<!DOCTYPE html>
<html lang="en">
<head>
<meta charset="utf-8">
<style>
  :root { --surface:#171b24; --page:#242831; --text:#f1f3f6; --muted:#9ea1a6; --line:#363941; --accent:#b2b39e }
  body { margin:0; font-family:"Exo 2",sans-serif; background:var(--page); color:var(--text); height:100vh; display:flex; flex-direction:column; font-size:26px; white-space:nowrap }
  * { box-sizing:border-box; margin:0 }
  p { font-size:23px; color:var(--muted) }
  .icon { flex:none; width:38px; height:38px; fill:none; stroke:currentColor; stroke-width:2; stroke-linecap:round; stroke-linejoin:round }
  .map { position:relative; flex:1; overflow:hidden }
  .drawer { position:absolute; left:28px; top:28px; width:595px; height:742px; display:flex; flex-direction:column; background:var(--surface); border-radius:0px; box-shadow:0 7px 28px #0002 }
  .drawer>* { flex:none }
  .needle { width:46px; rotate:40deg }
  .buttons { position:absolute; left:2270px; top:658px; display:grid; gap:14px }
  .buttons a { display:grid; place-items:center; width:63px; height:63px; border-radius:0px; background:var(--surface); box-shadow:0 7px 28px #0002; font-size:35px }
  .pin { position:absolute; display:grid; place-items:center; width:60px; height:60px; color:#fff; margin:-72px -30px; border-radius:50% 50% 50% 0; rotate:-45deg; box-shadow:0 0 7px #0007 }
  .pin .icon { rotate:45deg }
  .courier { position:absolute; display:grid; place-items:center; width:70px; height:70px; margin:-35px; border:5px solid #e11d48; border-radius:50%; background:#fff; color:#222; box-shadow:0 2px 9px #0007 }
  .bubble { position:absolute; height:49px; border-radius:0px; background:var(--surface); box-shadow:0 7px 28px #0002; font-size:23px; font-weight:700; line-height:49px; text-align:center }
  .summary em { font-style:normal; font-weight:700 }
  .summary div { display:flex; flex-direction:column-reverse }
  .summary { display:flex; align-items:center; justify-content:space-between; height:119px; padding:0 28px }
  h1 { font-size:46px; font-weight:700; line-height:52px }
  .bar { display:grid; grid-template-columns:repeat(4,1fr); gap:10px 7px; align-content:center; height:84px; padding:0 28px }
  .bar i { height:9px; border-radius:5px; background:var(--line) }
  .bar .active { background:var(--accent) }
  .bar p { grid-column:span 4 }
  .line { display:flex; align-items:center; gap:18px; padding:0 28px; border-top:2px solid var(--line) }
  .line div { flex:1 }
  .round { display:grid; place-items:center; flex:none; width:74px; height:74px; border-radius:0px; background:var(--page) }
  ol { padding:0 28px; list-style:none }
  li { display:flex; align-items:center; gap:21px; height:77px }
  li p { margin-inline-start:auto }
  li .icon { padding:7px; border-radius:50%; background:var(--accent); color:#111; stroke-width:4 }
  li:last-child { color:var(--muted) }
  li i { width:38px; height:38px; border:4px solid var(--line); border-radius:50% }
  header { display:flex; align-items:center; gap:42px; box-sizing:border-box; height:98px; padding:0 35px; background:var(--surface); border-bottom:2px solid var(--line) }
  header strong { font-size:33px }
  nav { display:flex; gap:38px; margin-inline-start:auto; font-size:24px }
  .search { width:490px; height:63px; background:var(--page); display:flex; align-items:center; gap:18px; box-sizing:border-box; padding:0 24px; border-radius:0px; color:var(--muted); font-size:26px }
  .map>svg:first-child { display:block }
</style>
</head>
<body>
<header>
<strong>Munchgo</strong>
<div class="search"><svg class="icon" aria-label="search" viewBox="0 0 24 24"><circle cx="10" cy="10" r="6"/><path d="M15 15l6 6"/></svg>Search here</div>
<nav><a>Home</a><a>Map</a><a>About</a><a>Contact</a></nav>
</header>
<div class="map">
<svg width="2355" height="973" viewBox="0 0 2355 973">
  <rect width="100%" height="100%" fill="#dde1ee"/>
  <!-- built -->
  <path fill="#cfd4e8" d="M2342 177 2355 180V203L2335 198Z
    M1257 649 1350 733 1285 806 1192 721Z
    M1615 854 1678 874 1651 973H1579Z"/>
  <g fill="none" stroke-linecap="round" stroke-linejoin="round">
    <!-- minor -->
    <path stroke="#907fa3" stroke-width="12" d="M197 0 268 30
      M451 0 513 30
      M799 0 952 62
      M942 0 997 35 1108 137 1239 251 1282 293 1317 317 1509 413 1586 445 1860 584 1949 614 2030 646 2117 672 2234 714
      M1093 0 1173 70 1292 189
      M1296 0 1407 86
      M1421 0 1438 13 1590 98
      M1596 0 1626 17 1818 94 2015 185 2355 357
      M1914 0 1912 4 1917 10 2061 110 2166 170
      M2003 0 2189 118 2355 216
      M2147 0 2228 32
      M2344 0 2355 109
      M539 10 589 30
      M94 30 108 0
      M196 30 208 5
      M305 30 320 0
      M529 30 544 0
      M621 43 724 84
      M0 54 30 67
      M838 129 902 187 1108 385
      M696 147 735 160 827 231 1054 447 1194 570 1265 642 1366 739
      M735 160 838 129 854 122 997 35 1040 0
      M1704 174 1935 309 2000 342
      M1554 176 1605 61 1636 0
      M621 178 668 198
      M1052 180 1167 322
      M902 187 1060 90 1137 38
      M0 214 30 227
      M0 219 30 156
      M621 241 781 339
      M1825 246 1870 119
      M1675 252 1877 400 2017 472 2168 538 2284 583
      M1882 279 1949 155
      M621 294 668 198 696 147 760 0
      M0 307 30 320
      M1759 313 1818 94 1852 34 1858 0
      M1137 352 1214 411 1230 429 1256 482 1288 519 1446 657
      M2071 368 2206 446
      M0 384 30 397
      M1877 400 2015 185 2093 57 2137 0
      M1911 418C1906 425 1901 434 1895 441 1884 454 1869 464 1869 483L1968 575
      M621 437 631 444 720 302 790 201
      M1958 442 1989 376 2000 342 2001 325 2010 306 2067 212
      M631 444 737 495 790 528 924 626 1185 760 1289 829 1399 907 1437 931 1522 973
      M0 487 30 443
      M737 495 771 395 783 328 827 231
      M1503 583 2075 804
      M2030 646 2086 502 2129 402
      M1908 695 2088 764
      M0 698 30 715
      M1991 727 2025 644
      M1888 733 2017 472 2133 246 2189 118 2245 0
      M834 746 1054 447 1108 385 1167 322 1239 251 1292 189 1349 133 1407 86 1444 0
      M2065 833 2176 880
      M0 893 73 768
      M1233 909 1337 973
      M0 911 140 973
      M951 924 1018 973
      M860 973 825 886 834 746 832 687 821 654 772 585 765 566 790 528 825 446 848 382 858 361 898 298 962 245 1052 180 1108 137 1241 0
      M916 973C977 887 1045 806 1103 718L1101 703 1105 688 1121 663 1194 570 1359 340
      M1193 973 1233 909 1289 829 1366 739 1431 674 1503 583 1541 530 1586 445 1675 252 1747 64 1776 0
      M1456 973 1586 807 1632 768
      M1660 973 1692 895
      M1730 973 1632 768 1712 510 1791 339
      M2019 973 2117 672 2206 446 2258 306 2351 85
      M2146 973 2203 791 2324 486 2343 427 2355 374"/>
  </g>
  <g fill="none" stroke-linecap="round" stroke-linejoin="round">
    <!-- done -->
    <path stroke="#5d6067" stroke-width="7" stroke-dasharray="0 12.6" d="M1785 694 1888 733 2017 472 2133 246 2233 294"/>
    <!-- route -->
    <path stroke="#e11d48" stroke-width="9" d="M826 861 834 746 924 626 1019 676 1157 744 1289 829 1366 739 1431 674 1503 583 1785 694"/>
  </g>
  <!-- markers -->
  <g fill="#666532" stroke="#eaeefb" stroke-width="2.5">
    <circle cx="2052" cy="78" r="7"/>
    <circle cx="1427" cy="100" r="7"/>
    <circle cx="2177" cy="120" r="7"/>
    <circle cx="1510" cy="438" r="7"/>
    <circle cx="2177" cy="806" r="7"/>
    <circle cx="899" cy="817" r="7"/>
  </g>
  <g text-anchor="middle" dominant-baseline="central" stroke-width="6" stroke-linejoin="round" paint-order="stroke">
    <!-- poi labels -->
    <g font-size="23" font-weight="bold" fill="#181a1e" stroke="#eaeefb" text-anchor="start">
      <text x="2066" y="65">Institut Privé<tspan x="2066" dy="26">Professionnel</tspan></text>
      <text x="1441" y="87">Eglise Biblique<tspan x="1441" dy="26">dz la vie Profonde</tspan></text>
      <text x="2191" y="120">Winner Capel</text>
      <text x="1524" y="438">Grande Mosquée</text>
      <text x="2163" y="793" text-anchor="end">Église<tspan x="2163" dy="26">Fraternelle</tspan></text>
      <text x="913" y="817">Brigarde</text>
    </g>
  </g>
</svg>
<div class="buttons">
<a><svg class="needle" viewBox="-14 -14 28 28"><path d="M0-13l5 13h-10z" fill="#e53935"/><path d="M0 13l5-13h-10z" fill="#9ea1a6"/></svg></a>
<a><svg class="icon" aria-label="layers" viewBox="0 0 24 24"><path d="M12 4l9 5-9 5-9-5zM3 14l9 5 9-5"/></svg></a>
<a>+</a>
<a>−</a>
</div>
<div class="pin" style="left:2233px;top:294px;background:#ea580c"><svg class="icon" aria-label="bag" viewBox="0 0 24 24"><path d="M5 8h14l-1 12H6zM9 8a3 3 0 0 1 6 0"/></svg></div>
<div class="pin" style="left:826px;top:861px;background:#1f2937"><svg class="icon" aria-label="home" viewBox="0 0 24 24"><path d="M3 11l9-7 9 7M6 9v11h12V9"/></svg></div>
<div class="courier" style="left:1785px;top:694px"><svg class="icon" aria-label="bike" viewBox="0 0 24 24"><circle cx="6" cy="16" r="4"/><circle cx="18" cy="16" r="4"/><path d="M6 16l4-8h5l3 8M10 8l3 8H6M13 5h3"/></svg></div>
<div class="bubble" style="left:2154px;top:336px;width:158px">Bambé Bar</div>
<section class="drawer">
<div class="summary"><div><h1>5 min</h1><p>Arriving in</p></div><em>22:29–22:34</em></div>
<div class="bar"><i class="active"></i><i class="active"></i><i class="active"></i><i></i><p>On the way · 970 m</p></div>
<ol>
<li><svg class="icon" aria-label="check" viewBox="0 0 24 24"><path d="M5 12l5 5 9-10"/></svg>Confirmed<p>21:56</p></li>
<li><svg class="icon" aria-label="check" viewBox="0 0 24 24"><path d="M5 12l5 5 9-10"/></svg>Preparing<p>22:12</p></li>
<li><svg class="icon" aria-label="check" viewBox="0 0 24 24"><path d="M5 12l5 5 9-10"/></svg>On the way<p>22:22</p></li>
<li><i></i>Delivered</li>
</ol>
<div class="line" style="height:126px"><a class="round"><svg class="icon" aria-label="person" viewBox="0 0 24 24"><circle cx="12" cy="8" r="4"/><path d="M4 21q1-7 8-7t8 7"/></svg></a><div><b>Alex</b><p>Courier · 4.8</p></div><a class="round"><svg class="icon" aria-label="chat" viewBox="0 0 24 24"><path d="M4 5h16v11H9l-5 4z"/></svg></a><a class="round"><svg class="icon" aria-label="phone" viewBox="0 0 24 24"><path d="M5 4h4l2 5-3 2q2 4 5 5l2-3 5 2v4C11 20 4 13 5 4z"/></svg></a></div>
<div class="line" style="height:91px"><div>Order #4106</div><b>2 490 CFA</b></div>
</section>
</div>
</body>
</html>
* * * * * * *
AIM OF THE TASK: In the records above, find each line that holds the word "check"; copy all such lines.

RESULT OF THIS EXERCISE:
<li><svg class="icon" aria-label="check" viewBox="0 0 24 24"><path d="M5 12l5 5 9-10"/></svg>Confirmed<p>21:56</p></li>
<li><svg class="icon" aria-label="check" viewBox="0 0 24 24"><path d="M5 12l5 5 9-10"/></svg>Preparing<p>22:12</p></li>
<li><svg class="icon" aria-label="check" viewBox="0 0 24 24"><path d="M5 12l5 5 9-10"/></svg>On the way<p>22:22</p></li>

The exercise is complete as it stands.